Mucosal tissues are the most frequent sites of primary cancers, as over 80% of human cancers derive from epithelial tissues that cover mucosal surface and the skin [1]. In particular, lung cancer, colon and rectum cancer and stomach cancer are among the top five killer cancers worldwide (https://www.who.int/news-room/fact-sheets/detail/cancer). Mucosal tissues rich in blood supply are also preferential targets of metastatic cancers 2, 3. As an example, the lung is a preferred mucosal organ of metastasis in patients with breast cancer and melanoma, et al 2, 3, 4. These facts highlight the significance of anti-tumor immune surveillance in mucosal tissues, including the respiratory, gastrointestinal, and urinal-genital mucosae.

The mucosal innate immune system is composed of a variety of tissue-specific innate leukocytes that are key to anti-tumor immunity 5, 6, 7, 8, 9•, 10, 11, 12. As an example, the lung in a naïve host is readily equipped with macrophages, dendritic cells, Innate lymphoid cells, and γδT cells 6, 12. Alveolar macrophages (AMs) represent a self-sustaining embryonic-derived tissue-resident macrophage subset 6, 9•, 13, 14. Other respiratory mucosal-associated innate leukocytes, despite their nature of tissue-residency, requires continuous input from circulation for long-term maintenance, as exemplified by lung interstitial macrophages (IMs) that rely on recruitment of circulating monocytes [9].

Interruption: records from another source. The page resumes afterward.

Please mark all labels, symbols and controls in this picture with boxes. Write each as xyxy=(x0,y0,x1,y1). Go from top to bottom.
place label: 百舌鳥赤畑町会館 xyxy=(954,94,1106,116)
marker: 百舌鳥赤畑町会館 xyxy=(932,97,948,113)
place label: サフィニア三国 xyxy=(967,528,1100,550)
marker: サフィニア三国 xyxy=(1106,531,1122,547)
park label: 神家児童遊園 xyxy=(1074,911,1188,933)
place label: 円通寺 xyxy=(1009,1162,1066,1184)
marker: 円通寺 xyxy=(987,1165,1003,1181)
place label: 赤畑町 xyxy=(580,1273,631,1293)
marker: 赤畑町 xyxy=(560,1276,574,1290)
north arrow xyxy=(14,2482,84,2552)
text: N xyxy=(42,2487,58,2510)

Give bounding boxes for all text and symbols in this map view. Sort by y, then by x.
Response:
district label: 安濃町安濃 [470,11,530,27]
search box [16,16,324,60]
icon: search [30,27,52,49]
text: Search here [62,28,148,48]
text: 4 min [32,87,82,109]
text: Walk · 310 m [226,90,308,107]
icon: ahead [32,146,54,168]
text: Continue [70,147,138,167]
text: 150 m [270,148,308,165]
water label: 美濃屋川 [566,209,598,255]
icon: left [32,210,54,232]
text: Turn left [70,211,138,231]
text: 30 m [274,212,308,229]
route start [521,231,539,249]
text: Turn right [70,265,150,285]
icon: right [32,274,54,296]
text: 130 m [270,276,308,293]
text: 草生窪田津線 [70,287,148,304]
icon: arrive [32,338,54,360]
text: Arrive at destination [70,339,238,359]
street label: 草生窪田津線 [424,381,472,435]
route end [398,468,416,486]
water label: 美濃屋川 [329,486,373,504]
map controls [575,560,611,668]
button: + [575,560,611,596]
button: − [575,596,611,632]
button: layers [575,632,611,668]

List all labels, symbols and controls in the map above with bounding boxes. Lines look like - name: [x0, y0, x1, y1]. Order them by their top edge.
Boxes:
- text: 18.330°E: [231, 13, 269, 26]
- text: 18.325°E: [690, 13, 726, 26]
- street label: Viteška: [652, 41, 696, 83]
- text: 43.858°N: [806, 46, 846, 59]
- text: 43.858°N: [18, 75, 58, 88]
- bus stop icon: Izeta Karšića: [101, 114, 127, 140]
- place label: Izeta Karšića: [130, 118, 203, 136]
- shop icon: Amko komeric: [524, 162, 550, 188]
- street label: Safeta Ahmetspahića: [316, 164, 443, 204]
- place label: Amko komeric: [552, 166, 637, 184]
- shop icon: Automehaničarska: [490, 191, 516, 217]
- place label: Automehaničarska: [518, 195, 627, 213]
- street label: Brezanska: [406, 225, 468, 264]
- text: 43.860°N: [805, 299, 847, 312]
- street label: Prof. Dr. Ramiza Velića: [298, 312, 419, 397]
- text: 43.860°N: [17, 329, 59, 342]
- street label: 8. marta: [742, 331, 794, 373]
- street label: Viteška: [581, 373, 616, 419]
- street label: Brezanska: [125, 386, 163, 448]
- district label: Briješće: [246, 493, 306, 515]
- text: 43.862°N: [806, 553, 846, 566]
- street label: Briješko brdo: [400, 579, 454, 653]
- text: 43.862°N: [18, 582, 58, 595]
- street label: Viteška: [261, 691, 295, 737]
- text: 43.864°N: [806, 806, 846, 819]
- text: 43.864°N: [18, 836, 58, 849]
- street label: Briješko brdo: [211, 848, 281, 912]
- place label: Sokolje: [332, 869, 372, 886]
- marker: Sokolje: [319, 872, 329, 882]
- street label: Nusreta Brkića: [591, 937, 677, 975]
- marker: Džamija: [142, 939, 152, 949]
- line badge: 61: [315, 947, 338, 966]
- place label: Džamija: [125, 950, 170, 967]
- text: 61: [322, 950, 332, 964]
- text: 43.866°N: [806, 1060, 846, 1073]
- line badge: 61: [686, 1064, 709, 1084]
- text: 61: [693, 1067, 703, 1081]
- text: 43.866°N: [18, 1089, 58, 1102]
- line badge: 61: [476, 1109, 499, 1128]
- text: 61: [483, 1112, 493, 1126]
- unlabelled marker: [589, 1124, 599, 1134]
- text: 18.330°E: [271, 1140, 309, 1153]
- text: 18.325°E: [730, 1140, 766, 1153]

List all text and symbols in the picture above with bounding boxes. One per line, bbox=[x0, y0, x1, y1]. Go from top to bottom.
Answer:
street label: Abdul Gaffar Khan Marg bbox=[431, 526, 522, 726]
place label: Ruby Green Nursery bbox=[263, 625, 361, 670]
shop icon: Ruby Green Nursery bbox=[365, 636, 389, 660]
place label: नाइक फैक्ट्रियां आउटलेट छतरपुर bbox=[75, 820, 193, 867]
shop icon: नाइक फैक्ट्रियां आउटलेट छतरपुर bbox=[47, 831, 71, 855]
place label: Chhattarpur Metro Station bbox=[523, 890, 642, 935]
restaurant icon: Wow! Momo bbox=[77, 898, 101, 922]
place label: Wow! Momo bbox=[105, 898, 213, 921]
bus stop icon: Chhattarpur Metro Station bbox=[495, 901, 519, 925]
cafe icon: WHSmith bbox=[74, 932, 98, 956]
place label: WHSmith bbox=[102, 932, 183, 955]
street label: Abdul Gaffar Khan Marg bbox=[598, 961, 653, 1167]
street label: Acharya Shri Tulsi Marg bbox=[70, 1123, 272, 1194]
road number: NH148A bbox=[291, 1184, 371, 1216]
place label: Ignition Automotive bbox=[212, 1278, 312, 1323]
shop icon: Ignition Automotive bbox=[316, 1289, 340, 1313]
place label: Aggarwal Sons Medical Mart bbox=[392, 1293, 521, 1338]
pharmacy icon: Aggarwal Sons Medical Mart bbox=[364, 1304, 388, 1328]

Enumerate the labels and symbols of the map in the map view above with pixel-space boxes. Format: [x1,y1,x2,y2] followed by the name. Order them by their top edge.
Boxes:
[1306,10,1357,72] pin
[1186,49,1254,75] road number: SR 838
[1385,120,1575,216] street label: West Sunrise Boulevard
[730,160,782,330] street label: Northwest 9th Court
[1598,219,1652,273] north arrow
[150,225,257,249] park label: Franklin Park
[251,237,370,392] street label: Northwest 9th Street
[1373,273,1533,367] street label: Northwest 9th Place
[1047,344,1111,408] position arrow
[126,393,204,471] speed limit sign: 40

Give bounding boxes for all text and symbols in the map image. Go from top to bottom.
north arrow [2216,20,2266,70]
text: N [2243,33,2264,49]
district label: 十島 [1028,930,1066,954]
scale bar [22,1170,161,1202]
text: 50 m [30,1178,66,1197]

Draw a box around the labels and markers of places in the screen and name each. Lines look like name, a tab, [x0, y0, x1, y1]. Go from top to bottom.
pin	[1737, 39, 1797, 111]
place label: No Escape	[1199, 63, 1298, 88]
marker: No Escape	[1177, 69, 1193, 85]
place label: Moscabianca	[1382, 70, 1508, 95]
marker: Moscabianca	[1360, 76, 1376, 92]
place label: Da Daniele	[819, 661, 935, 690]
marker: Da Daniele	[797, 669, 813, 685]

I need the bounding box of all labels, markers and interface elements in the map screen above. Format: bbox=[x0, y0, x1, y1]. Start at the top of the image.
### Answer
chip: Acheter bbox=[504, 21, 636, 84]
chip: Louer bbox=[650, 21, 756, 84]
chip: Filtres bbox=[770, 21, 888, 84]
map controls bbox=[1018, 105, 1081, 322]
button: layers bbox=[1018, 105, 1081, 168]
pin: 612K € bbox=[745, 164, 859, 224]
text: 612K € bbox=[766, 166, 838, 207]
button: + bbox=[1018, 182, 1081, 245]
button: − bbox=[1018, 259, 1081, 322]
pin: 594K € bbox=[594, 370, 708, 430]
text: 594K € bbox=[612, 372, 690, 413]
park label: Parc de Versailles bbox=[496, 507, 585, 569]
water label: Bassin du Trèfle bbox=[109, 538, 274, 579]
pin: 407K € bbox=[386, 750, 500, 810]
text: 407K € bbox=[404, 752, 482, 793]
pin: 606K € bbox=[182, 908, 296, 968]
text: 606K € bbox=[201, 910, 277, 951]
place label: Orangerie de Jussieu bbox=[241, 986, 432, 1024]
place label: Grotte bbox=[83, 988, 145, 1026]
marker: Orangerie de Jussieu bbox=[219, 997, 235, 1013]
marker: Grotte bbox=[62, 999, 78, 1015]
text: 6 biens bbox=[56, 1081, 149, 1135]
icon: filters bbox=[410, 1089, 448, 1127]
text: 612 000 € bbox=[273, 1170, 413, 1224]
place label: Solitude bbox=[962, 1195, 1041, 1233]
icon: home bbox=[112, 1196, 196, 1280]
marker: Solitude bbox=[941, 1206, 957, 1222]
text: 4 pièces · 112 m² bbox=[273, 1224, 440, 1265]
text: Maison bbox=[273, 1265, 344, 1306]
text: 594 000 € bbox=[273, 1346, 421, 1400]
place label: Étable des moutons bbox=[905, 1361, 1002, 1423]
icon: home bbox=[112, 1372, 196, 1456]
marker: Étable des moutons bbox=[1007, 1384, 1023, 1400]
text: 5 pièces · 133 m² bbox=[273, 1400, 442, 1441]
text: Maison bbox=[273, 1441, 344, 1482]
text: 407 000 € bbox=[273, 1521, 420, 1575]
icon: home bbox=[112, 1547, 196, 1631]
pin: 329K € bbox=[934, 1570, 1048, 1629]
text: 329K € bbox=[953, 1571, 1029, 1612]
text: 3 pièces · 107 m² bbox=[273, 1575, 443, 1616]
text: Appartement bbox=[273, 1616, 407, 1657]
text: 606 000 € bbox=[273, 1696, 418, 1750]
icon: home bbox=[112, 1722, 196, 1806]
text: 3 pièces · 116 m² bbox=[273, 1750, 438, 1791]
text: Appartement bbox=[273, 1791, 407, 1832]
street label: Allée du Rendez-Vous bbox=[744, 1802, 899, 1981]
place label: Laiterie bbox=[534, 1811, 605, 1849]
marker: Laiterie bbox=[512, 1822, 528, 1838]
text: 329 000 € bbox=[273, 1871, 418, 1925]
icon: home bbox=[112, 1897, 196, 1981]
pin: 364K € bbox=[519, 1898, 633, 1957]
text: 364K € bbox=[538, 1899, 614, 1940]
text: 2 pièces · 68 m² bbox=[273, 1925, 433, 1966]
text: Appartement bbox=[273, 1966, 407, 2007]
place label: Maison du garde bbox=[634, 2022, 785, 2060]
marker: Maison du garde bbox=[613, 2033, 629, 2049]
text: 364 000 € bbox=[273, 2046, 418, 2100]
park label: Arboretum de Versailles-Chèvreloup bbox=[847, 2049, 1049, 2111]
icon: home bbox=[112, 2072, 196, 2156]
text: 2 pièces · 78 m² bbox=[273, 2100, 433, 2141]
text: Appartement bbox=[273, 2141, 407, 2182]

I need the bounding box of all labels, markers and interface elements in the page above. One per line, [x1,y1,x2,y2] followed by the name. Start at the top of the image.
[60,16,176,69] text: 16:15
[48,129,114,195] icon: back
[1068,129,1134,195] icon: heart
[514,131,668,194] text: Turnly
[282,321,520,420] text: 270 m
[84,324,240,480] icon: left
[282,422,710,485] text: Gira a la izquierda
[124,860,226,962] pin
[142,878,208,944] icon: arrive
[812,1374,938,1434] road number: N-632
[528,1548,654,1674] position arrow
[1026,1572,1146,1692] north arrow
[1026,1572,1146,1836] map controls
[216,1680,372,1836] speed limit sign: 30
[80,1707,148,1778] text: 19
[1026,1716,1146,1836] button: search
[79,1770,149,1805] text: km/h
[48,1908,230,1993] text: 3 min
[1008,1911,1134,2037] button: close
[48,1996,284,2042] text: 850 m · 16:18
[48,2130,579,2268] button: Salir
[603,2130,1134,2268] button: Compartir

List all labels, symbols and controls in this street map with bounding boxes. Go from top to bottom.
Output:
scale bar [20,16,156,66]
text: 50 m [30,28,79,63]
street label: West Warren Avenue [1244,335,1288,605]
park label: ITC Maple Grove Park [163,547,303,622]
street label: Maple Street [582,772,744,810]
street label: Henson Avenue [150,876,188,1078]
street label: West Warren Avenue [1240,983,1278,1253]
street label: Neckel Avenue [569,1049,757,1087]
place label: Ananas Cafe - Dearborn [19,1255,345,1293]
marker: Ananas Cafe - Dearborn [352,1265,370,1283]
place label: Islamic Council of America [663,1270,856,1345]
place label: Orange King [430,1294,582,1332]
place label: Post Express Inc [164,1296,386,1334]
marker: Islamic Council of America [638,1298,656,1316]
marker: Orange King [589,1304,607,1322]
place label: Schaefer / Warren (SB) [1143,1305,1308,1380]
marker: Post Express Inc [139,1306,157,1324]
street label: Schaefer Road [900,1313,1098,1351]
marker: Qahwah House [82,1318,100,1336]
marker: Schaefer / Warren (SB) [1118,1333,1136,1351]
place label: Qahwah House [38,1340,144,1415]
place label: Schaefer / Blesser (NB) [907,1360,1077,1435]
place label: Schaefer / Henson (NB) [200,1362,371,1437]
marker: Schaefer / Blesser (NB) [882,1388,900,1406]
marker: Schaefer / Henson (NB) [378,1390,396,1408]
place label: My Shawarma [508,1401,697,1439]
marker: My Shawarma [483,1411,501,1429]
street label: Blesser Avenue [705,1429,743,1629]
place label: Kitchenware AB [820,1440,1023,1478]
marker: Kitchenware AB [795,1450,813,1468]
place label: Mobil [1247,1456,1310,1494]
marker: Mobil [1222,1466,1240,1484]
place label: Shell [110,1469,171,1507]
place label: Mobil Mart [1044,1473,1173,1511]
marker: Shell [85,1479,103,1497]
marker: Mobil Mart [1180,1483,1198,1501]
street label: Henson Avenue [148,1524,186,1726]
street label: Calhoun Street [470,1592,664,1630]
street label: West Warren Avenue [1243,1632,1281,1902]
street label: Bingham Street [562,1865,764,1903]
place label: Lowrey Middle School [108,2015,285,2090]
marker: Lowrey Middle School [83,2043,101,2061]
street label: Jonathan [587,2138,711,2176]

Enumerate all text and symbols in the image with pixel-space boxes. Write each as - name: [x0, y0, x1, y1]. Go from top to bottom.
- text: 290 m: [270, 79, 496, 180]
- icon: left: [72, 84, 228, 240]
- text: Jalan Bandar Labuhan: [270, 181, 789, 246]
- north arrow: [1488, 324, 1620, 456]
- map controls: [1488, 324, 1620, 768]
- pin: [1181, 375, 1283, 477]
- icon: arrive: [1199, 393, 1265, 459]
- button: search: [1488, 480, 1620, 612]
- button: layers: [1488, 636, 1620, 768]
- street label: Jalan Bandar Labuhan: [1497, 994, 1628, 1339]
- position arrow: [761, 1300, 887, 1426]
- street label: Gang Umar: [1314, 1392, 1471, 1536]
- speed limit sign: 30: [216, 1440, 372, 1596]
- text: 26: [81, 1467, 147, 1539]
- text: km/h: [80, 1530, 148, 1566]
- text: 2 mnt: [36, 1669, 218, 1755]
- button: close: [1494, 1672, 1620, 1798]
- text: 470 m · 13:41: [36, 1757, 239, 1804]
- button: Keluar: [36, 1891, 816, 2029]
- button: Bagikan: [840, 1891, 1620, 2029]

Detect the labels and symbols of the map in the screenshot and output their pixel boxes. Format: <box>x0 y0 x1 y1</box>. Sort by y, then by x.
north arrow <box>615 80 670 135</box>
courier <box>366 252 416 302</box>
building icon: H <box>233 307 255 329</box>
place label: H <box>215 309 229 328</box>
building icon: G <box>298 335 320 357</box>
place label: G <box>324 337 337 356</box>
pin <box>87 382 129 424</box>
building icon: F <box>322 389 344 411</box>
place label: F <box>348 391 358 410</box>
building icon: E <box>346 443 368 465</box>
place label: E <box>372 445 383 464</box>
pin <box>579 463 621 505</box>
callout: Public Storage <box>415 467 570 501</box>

In the past decade, accumulating clinical and experimental evidence has suggested the trained innate immunity (TII) phenotype in essentially all innate leukocytes, including macrophages, monocytes, neutrophils, dendritic cells, Natural killer cells (NK cells), and Innate lymphoid cells 15, 16, 17•, 18, 19, 20, 21, 22, 23, 24, 25. Characterized by enhanced immune reactivity in innate leukocytes long after a primary stimulation that reprograms their epigenetic modifications and cellular metabolism, TII is a de facto innate immune memory 26, 27, 28. Unlike adaptive T/B memory cells, TII lacks antigen specificity as activation of innate leukocytes do not rely on antigen-specific receptors 15, 26, 27, 29, 30, 31, 32. This key feature endows TII with heterologous reactivity and protective functions 16, 33, 34, which might be best exemplified by BCG-induced broad protection against antigen-irrelevant bacterial and viral infections in both human and mouse 16, 35•, 36. Mucosal tissue-specific TII can be induced by local administration of stimulants (e.g. respiratory virus) which triggers mucosal inflammation and training in tissue-resident innate leukocytes [15]. Alternatively, systemic inflammation induces central/systemic TII in hematopoietic stem/progenitor cells in the bone marrow (BM) that subsequently generate trained innate leukocytes in steady state or inflammatory mucosal tissues 37, 38••. Notably, emerging evidence suggests that both TII-inducing pathways (i.e. tissue-specific and central/systemic) contribute to anti-tumor immunity in mucosal tissues such as the lung and bladder 38••, 39••.